DIRECTIONS FOR THIS TASK: Those lines of the data that hold the word "roads" are to be copied out.

[Source records]
Segment Open
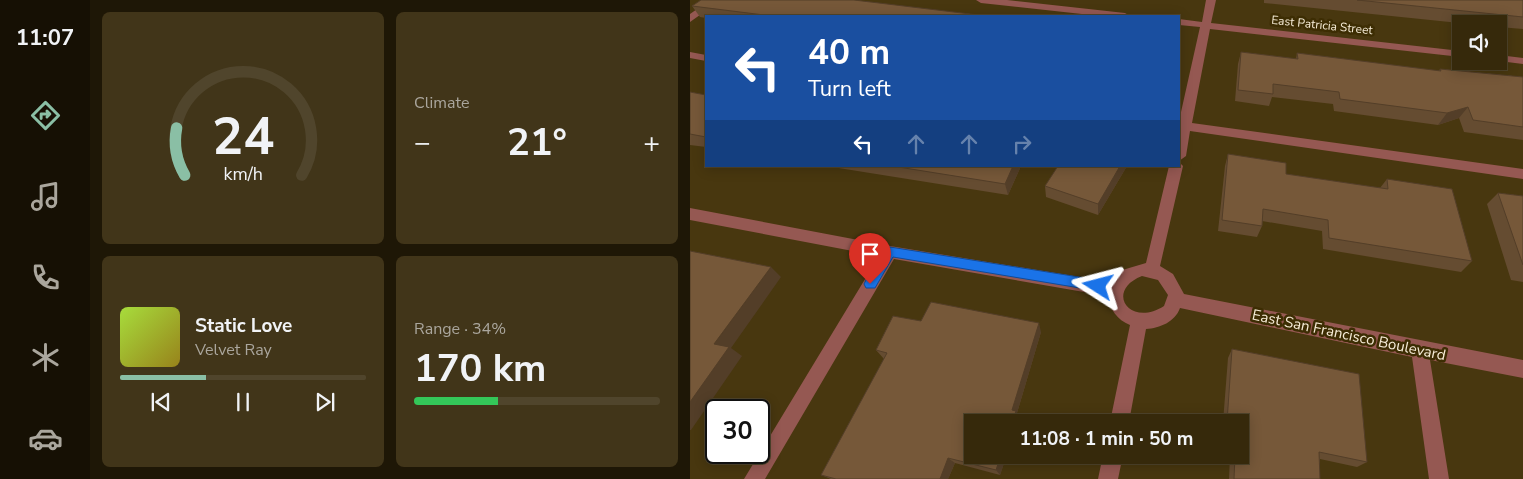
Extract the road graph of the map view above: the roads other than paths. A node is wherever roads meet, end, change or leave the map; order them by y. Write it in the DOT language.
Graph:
graph roads {
  1 [pos="716,0"];
  2 [pos="981,0"];
  3 [pos="1212,0"];
  4 [pos="1116,15"];
  5 [pos="690,19"];
  6 [pos="1180,22"];
  7 [pos="1207,26"];
  8 [pos="1452,53"];
  9 [pos="690,55"];
  10 [pos="705,58"];
  11 [pos="1507,59"];
  12 [pos="1523,61"];
  13 [pos="1182,126"];
  14 [pos="1180,146"];
  15 [pos="1176,167"];
  16 [pos="1523,174"];
  17 [pos="690,214"];
  18 [pos="890,252"];
  19 [pos="1152,269"];
  20 [pos="1114,290"];
  21 [pos="1176,300"];
  22 [pos="1139,321"];
  23 [pos="1420,350"];
  24 [pos="1523,369"];
  25 [pos="1121,414"];
  26 [pos="1111,464"];
  27 [pos="754,479"];
  28 [pos="1108,479"];
  29 [pos="1439,479"];
  1 -- 5 [label="street"];
  2 -- 4 [label="street"];
  3 -- 7 [label="street"];
  6 -- 7 [label="street, East Patricia Street"];
  7 -- 8 [label="street, East Patricia Street"];
  7 -- 13 [label="street"];
  9 -- 10 [label="street"];
  11 -- 12 [label="street"];
  13 -- 14 [label="street"];
  13 -- 16 [label="street"];
  15 -- 19 [label="street"];
  17 -- 18 [label="street"];
  18 -- 20 [label="street"];
  18 -- 27 [label="street"];
  19 -- 20 [label="street"];
  19 -- 21 [label="street"];
  20 -- 22 [label="street"];
  21 -- 22 [label="street"];
  21 -- 23 [label="street, East San Francisco Boulevard"];
  22 -- 25 [label="street"];
  23 -- 24 [label="street, East San Francisco Boulevard"];
  23 -- 29 [label="street"];
  26 -- 28 [label="street"];
}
Segment Closed
ANSWER BELOW:
Extract the road graph of the map view above: the roads other than paths. A node is wherever roads meet, end, change or leave the map; order them by y. Write it in the DOT language.
graph roads {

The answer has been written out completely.